# Available data
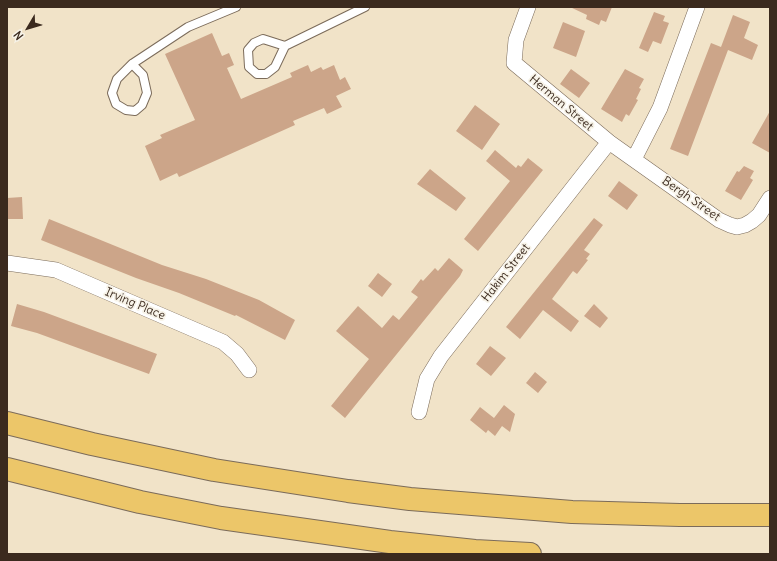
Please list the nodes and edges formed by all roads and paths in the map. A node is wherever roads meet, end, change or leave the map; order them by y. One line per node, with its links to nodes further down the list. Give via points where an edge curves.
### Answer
1 (236, 7): 6 (lane, via 188,27)
2 (365, 7): 5 (lane)
3 (528, 7): 7 (street, Herman Street, via 516,40 514,63)
4 (697, 7): 8 (street, via 660,108)
5 (285, 46): 5 (lane, via 263,39 254,43 248,50 249,67 257,74 266,74 275,67)
6 (132, 64): 6 (lane, via 143,75 147,93 142,105 135,111 126,110 116,104 112,93 117,79)
7 (609, 142): 8 (street, Bergh Street); 12 (street, Hakim Street, via 441,356 427,379)
8 (634, 159): 9 (street, Bergh Street, via 719,220 730,225 737,227 752,221)
9 (770, 198)
10 (7, 263): 11 (street, Irving Place, via 56,270 223,342 237,354)
11 (249, 370)
12 (419, 412)
13 (7, 423): 15 (highway, via 214,470 394,497 572,512)
14 (7, 469): 16 (highway, via 140,502 221,518 390,542)
15 (770, 515)
16 (530, 554)

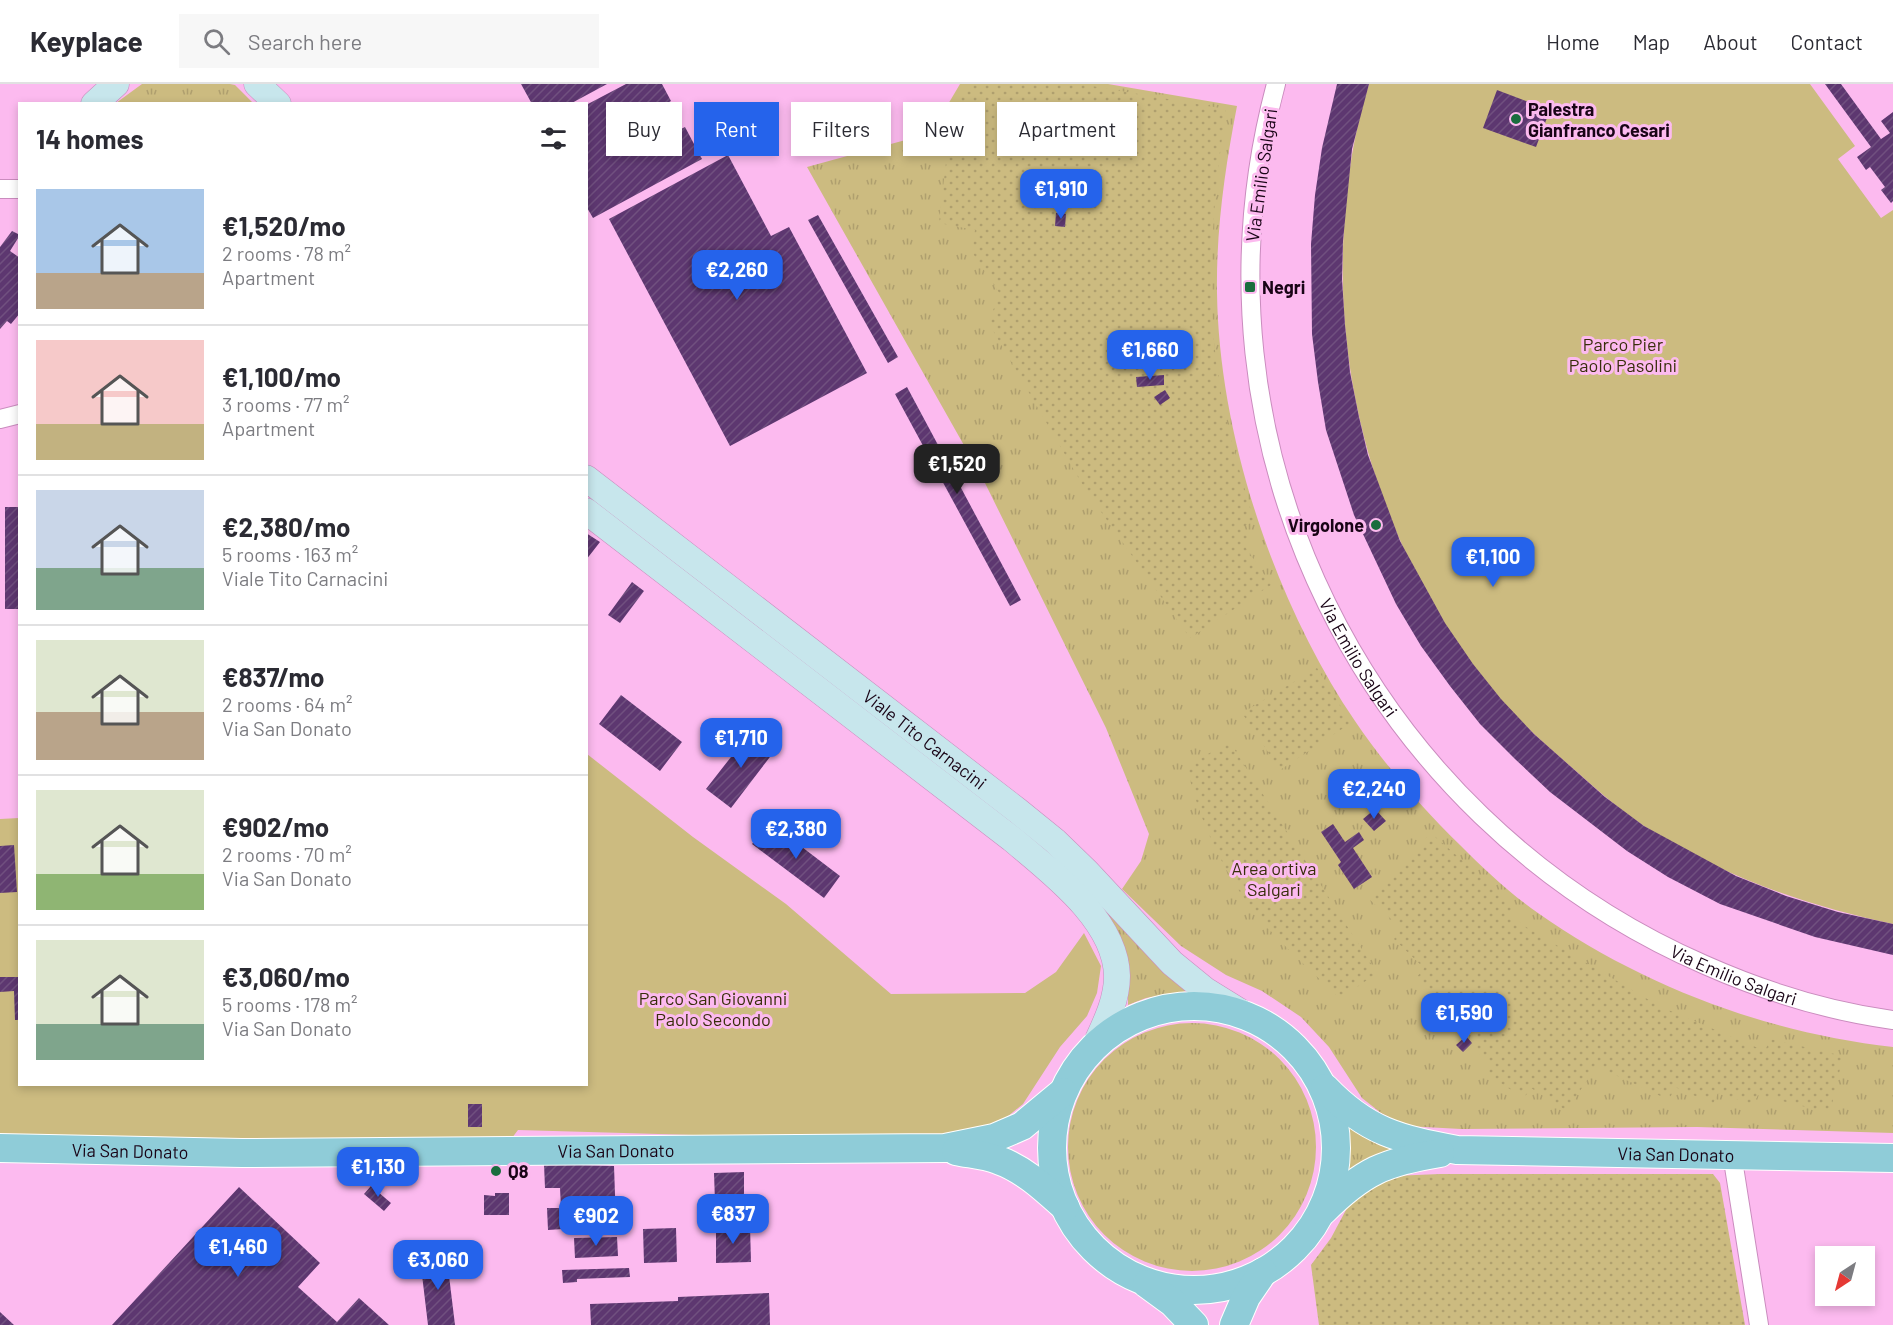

# Required work
Make an exact copy of the listing. Leave its pictures out.

# Output of the task
Please list the nodes and edges formed by all roads and paths in the map. A node is wherever roads meet, end, change or leave the map; order them by y. One line per node, with its links to nodes further down the list. Give via points where an edge curves.
### Answer
1 (236, 7): 6 (lane, via 188,27)
2 (365, 7): 5 (lane)
3 (528, 7): 7 (street, Herman Street, via 516,40 514,63)
4 (697, 7): 8 (street, via 660,108)
5 (285, 46): 5 (lane, via 263,39 254,43 248,50 249,67 257,74 266,74 275,67)
6 (132, 64): 6 (lane, via 143,75 147,93 142,105 135,111 126,110 116,104 112,93 117,79)
7 (609, 142): 8 (street, Bergh Street); 12 (street, Hakim Street, via 441,356 427,379)
8 (634, 159): 9 (street, Bergh Street, via 719,220 730,225 737,227 752,221)
9 (770, 198)
10 (7, 263): 11 (street, Irving Place, via 56,270 223,342 237,354)
11 (249, 370)
12 (419, 412)
13 (7, 423): 15 (highway, via 214,470 394,497 572,512)
14 (7, 469): 16 (highway, via 140,502 221,518 390,542)
15 (770, 515)
16 (530, 554)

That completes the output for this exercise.